Between 1760 and 1770, a council of leaders known as the datuk-datuk penghulu luak (the predecessor of the datuk-datuk undang today) left for Pagaruyung in Minangkabau in search of a leader. The Raja of Pagaruyung, who was believed to be a descendant of Alexander the Great, gave them a leader in the form of his son, Raja Mahmud. Raja Mahmud later became known as Raja Melewar in Negri Sembilan.

Before Raja Melewar left for the Malay Peninsula, a royalty named Raja Khatib was sent to Negri Sembilan to oversee Raja Melewar's coronation preparations. However, upon his arrival to Negeri Sembilan, Raja Khatib lied to the locals and claimed to be the prince sent from Pagaruyung. The locals believed him, and Raja Khatib was deemed the new king. As for Raja Melewar, he first sailed to Johor to ask for the Sultan of Johor's consent to rule over Negri Sembilan. The sultan did not object and conferred upon Raja Melewar the authority to reign over Negri Sembilan. Raja Melewar's expedition marched to Negri Sembilan through Naning.

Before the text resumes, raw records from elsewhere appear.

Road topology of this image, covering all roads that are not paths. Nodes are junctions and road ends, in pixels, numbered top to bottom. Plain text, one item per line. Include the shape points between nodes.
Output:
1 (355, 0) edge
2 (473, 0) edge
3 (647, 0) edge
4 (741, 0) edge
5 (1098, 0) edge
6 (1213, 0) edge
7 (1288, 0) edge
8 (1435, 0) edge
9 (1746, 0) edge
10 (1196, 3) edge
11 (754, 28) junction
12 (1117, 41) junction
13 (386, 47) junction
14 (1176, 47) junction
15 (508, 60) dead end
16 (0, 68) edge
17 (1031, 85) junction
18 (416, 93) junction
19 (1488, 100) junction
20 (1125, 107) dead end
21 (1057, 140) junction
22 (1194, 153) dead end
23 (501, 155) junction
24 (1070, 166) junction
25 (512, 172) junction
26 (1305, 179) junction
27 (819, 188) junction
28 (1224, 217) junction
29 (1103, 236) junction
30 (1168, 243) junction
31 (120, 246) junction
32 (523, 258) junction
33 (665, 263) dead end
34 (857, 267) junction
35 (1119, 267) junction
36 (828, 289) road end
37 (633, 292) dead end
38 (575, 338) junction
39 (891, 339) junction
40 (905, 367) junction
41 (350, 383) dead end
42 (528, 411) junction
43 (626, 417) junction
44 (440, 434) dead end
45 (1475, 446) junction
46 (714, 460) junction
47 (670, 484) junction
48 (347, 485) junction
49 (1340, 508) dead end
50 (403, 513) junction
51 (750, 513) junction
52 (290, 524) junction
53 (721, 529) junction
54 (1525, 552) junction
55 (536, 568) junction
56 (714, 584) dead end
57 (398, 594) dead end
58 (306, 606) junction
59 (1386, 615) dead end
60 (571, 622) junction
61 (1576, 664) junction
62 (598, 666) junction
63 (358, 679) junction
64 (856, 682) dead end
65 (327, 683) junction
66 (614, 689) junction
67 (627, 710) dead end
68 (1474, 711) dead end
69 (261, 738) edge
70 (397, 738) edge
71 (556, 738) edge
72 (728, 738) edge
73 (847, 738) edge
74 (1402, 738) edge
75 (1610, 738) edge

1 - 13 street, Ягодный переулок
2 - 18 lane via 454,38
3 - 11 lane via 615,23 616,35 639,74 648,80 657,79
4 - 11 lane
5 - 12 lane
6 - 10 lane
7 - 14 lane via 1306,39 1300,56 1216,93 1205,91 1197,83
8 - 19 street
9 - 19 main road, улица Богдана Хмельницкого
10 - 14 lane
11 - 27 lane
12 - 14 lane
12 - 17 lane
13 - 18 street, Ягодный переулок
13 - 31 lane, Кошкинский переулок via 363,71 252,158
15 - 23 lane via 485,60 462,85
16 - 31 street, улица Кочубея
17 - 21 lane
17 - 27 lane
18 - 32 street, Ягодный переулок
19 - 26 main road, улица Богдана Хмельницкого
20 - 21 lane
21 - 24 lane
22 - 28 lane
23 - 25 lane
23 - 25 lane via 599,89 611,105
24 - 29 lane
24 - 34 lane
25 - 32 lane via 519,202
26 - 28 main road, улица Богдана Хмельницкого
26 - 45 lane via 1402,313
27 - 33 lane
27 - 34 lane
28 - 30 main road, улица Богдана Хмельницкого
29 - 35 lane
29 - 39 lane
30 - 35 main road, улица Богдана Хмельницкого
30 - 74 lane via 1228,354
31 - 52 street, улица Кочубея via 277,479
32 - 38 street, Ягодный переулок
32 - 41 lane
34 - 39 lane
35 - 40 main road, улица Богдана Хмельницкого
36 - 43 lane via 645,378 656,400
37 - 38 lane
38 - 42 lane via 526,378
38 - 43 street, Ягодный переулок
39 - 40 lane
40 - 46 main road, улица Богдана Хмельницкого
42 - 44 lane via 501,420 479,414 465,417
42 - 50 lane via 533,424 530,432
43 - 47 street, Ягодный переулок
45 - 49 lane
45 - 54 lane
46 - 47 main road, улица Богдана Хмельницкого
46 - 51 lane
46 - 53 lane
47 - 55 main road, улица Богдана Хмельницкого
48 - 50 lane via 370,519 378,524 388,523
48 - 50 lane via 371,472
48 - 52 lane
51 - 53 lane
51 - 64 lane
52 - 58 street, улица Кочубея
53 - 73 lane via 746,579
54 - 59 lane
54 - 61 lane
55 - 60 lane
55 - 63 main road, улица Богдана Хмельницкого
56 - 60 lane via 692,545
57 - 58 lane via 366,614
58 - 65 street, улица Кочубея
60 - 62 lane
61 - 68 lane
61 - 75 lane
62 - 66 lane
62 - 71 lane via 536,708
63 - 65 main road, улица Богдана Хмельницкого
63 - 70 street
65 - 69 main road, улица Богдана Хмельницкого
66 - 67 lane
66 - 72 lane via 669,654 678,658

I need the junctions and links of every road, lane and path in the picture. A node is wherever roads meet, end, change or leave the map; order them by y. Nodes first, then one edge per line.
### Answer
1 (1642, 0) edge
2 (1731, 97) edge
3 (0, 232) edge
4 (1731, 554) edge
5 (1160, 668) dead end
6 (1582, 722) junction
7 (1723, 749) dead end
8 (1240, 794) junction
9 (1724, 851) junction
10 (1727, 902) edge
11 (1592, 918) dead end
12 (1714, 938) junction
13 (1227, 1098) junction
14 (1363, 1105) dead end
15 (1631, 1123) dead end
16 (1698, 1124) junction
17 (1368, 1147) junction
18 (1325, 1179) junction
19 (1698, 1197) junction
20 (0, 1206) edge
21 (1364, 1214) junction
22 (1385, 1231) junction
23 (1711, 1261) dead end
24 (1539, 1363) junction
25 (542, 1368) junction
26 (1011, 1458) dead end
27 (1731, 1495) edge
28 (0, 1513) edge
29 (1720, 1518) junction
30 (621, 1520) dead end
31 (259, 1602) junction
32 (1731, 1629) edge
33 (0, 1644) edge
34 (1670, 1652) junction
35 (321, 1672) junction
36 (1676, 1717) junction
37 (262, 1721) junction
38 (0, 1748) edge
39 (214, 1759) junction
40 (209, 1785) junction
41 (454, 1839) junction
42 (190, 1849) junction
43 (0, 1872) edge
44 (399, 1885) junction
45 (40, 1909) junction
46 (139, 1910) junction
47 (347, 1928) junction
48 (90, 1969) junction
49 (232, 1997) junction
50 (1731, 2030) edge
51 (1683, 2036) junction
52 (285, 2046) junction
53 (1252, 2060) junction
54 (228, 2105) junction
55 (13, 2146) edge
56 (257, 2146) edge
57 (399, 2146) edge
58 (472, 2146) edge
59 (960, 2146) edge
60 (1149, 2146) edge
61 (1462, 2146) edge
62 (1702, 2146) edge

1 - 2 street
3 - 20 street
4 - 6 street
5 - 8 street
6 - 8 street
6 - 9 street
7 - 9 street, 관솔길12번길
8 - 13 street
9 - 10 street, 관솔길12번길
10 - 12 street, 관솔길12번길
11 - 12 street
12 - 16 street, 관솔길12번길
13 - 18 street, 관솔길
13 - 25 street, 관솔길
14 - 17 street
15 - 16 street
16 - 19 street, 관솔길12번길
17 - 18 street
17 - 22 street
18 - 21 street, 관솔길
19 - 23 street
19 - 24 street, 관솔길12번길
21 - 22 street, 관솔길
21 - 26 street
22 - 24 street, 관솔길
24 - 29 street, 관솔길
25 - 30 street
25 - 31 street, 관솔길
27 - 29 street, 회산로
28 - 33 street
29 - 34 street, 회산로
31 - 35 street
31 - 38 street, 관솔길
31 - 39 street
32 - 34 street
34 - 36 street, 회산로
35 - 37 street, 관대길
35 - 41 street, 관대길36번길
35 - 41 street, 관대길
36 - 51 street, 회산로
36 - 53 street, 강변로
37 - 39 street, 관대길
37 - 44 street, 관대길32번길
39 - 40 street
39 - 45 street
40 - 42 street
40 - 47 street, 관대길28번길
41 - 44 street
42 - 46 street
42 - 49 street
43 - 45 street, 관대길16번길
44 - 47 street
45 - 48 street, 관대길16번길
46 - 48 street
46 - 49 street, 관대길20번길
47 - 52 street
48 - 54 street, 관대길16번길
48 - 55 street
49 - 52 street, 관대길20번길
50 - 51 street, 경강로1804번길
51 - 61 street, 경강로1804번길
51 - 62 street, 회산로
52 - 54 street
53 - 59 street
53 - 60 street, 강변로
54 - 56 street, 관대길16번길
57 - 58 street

At Naning, Raja Melewar's forces met Bugis warchief Daeng Kemboja. War ensued, but the Bugis forces were defeated. Upon his arrival to Negri Sembilan in 1773, Raja Melewar was deemed king and proclaimed as Yamtuan Besar in Kampung Penajis in Rembau. Raja Melewar learned of Raja Khatib's scheme and, becoming the undisputed ruler of the state, declared war against Raja Khatib. Raja Melewar later relocated his palace to Seri Menanti, which remains the royal capital of Negri Sembilan today.

Following Raja Melewar's death in 1795, rather than selecting his son as their new leader, the datuk-datuk penghulu luak once again journeyed to their ancestral land. The Raja of Pagaruyung gave another son, Raja Hitam, to serve as their new Yamtuan. Raja Hitam married Raja Melewar's daughter, Tengku Aishah, but they did not have children.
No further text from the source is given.